契約社員などの契約更新は拒否しても違法じゃない?

契約社員などの契約更新は拒否しても違法じゃない?

人を雇う場合、その期間については2つのパターンがあります。いわゆる「期間社員」とか「有期雇用」のように、一定の期間を定めて雇い入れる場合と、本人が退社したいというか、会社側がやむを得ない事情で辞めてくださいと言わない限りは、定年退職までは働き続けられる「期間の定めのない雇用」の2種類です。このうち有期雇用、期間社員の場合は、定められた期間ごとに、その期間を更新によって延長することができます。

反対に、「期間満了をもって、更新はしない」という場合のことを「雇い止め」といいます。仕事を突然で辞めることには違いないので、解雇と勘違いをする人が多いのですが、こちらは、あらかじめ定められた期間が終わることに伴って、雇用契約も完了する、ということ。つまり、労働契約の上では、解雇のように一方的なものではなく、労使間が最初に決めた約束通り、仕事が終わりました、というだけでのことです。解雇の場合は、非常に細かく厳しい規定があり、簡単にはできないようになっていますから、雇主としては、雇い止めの方がトラブルなく雇用調整ができるという利点があることになります。

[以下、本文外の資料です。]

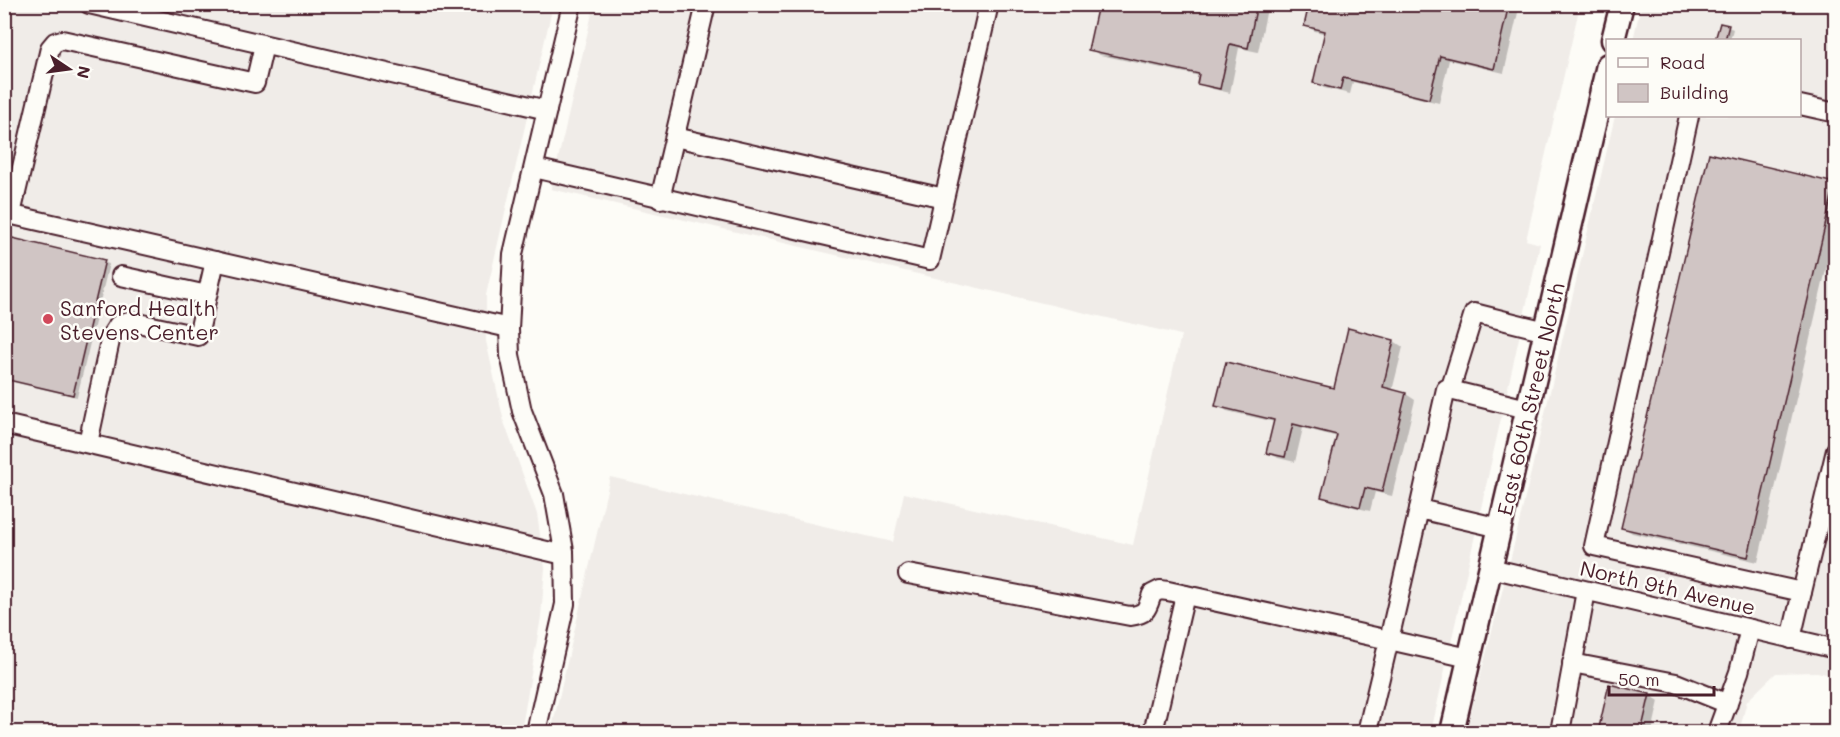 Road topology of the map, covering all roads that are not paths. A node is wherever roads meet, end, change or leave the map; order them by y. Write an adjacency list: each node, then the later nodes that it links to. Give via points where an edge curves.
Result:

しかしながら、契約社員に代表される有期雇用の社員だから、「どんな場合でも」契約更新を拒否してもいいのか?というと、そういうわけではありません。

有期契約で、数か月〜1年単位での更新を行ってきた契約社員であっても、その更新の回数が多く、漫然と何年間も働いているうえ、労働時間や業務内容、責任などの点で、正規雇用の社員と実質的な差がほとんどなかった場合や、「最初の契約更新が終わった後は、特に問題なければ、そのまま働いてもらうから。」といった説明がなされた上、事実上、更新の手続きらしきものも行わずに自動的な契約更新が行われていた場合などでは、契約社員といっても、正規雇用と変わりないと見なされます。

これまで長期に渡って働いてきて、突然雇い止めを言い渡されるとなると、実質的に解雇と同様の状況になってしまいます。そのため、こうした場合では、安易に契約更新を拒否することは認められておらず、正規雇用の解雇と同様の扱いがなされます。